**Records to process:**

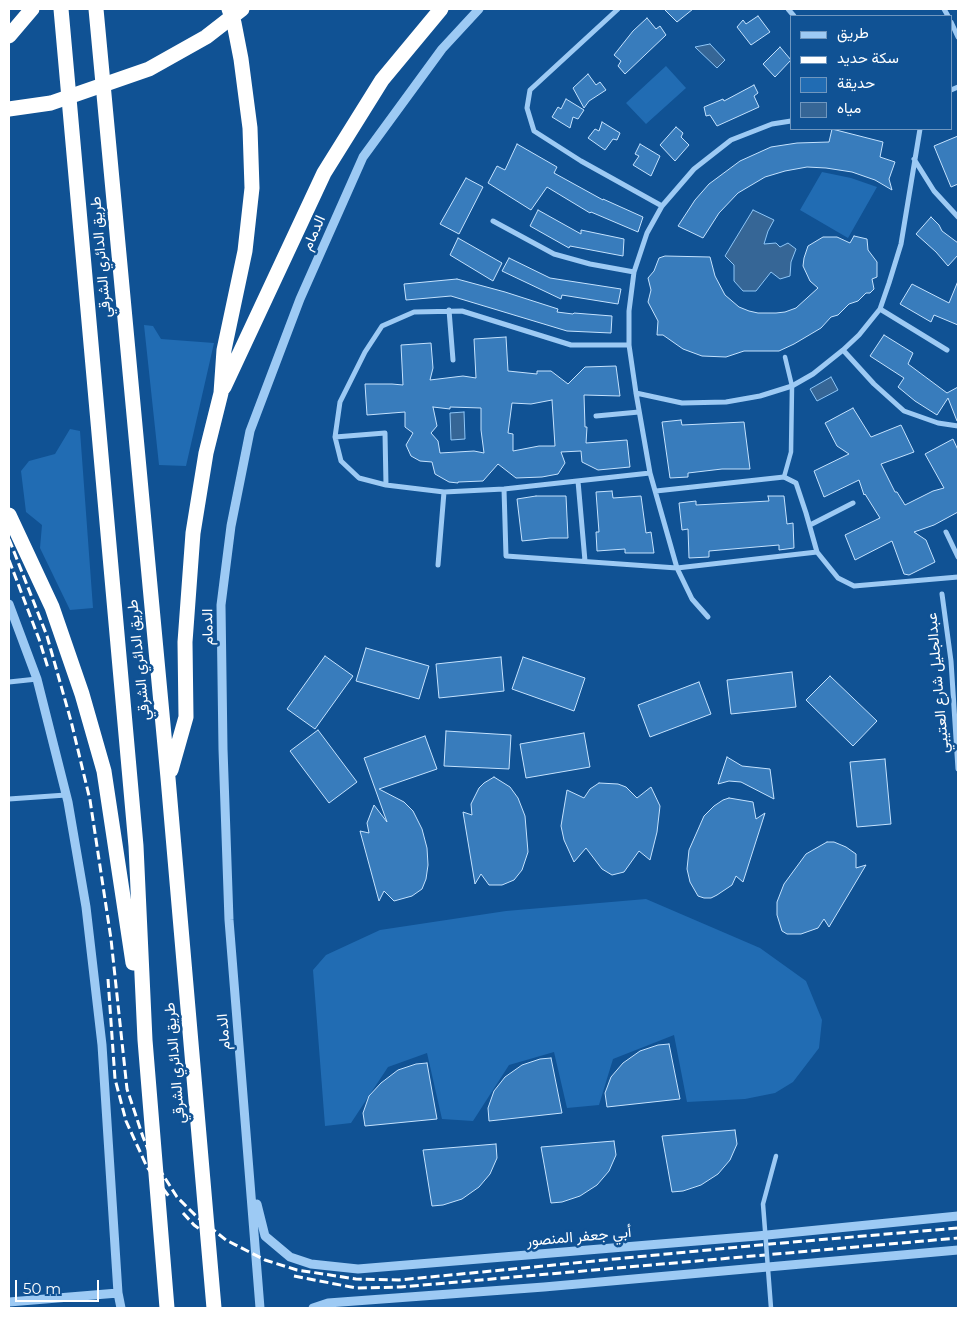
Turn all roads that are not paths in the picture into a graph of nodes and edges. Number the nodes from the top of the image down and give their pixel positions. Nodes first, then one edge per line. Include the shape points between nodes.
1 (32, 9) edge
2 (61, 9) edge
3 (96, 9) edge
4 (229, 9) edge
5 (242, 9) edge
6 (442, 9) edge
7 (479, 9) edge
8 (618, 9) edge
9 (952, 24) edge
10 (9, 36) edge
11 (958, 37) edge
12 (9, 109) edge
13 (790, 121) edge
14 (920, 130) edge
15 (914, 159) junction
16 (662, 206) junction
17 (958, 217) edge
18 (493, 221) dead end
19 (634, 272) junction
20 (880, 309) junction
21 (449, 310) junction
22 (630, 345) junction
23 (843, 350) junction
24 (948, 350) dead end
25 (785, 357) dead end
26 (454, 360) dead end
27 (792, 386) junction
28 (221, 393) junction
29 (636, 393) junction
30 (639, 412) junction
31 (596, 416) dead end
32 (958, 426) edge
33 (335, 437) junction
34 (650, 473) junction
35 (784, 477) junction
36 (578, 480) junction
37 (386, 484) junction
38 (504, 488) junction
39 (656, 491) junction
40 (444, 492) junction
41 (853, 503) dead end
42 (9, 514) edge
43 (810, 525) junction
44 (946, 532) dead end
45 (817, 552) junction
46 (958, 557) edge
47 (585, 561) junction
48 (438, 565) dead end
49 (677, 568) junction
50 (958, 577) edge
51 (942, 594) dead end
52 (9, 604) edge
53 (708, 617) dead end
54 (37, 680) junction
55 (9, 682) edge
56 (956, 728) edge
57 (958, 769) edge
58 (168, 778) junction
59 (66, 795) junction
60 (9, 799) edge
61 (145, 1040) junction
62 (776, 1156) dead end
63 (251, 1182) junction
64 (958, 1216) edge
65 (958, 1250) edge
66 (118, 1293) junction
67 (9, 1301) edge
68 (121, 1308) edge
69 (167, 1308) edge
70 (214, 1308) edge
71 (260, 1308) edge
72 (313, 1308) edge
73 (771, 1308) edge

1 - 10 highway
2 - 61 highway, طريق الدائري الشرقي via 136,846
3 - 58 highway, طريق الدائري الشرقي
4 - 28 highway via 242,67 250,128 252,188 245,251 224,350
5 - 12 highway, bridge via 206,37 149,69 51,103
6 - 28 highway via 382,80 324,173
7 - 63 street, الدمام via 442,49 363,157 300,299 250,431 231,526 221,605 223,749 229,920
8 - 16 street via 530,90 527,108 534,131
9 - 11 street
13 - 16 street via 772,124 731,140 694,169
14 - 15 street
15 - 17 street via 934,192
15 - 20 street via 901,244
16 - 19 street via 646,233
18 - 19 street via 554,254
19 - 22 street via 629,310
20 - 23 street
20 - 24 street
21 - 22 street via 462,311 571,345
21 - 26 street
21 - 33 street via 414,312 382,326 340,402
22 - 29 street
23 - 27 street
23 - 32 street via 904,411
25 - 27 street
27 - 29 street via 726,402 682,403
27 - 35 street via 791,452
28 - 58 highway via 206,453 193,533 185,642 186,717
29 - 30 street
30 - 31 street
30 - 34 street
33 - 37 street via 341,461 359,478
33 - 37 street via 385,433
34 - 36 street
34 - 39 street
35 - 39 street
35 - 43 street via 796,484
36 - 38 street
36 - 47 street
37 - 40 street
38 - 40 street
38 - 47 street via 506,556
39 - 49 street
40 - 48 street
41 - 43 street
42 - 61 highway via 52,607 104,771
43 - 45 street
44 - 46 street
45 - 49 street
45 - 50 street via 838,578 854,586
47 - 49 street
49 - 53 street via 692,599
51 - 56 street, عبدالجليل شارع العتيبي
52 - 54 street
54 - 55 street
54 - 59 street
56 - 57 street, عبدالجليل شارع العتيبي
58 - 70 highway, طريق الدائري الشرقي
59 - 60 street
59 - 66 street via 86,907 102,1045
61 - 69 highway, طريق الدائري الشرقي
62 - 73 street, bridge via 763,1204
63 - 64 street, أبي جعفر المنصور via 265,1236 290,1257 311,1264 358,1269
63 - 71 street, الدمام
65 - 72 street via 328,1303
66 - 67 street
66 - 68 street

**Task requirements:** Once the pictures are dropped, please print every remaining line of the material verbatim.

**Solution to this task:**
Turn all roads that are not paths in the picture into a graph of nodes and edges. Number the nodes from the top of the image down and give their pixel positions. Nodes first, then one edge per line. Include the shape points between nodes.
1 (32, 9) edge
2 (61, 9) edge
3 (96, 9) edge
4 (229, 9) edge
5 (242, 9) edge
6 (442, 9) edge
7 (479, 9) edge
8 (618, 9) edge
9 (952, 24) edge
10 (9, 36) edge
11 (958, 37) edge
12 (9, 109) edge
13 (790, 121) edge
14 (920, 130) edge
15 (914, 159) junction
16 (662, 206) junction
17 (958, 217) edge
18 (493, 221) dead end
19 (634, 272) junction
20 (880, 309) junction
21 (449, 310) junction
22 (630, 345) junction
23 (843, 350) junction
24 (948, 350) dead end
25 (785, 357) dead end
26 (454, 360) dead end
27 (792, 386) junction
28 (221, 393) junction
29 (636, 393) junction
30 (639, 412) junction
31 (596, 416) dead end
32 (958, 426) edge
33 (335, 437) junction
34 (650, 473) junction
35 (784, 477) junction
36 (578, 480) junction
37 (386, 484) junction
38 (504, 488) junction
39 (656, 491) junction
40 (444, 492) junction
41 (853, 503) dead end
42 (9, 514) edge
43 (810, 525) junction
44 (946, 532) dead end
45 (817, 552) junction
46 (958, 557) edge
47 (585, 561) junction
48 (438, 565) dead end
49 (677, 568) junction
50 (958, 577) edge
51 (942, 594) dead end
52 (9, 604) edge
53 (708, 617) dead end
54 (37, 680) junction
55 (9, 682) edge
56 (956, 728) edge
57 (958, 769) edge
58 (168, 778) junction
59 (66, 795) junction
60 (9, 799) edge
61 (145, 1040) junction
62 (776, 1156) dead end
63 (251, 1182) junction
64 (958, 1216) edge
65 (958, 1250) edge
66 (118, 1293) junction
67 (9, 1301) edge
68 (121, 1308) edge
69 (167, 1308) edge
70 (214, 1308) edge
71 (260, 1308) edge
72 (313, 1308) edge
73 (771, 1308) edge

1 - 10 highway
2 - 61 highway, طريق الدائري الشرقي via 136,846
3 - 58 highway, طريق الدائري الشرقي
4 - 28 highway via 242,67 250,128 252,188 245,251 224,350
5 - 12 highway, bridge via 206,37 149,69 51,103
6 - 28 highway via 382,80 324,173
7 - 63 street, الدمام via 442,49 363,157 300,299 250,431 231,526 221,605 223,749 229,920
8 - 16 street via 530,90 527,108 534,131
9 - 11 street
13 - 16 street via 772,124 731,140 694,169
14 - 15 street
15 - 17 street via 934,192
15 - 20 street via 901,244
16 - 19 street via 646,233
18 - 19 street via 554,254
19 - 22 street via 629,310
20 - 23 street
20 - 24 street
21 - 22 street via 462,311 571,345
21 - 26 street
21 - 33 street via 414,312 382,326 340,402
22 - 29 street
23 - 27 street
23 - 32 street via 904,411
25 - 27 street
27 - 29 street via 726,402 682,403
27 - 35 street via 791,452
28 - 58 highway via 206,453 193,533 185,642 186,717
29 - 30 street
30 - 31 street
30 - 34 street
33 - 37 street via 341,461 359,478
33 - 37 street via 385,433
34 - 36 street
34 - 39 street
35 - 39 street
35 - 43 street via 796,484
36 - 38 street
36 - 47 street
37 - 40 street
38 - 40 street
38 - 47 street via 506,556
39 - 49 street
40 - 48 street
41 - 43 street
42 - 61 highway via 52,607 104,771
43 - 45 street
44 - 46 street
45 - 49 street
45 - 50 street via 838,578 854,586
47 - 49 street
49 - 53 street via 692,599
51 - 56 street, عبدالجليل شارع العتيبي
52 - 54 street
54 - 55 street
54 - 59 street
56 - 57 street, عبدالجليل شارع العتيبي
58 - 70 highway, طريق الدائري الشرقي
59 - 60 street
59 - 66 street via 86,907 102,1045
61 - 69 highway, طريق الدائري الشرقي
62 - 73 street, bridge via 763,1204
63 - 64 street, أبي جعفر المنصور via 265,1236 290,1257 311,1264 358,1269
63 - 71 street, الدمام
65 - 72 street via 328,1303
66 - 67 street
66 - 68 street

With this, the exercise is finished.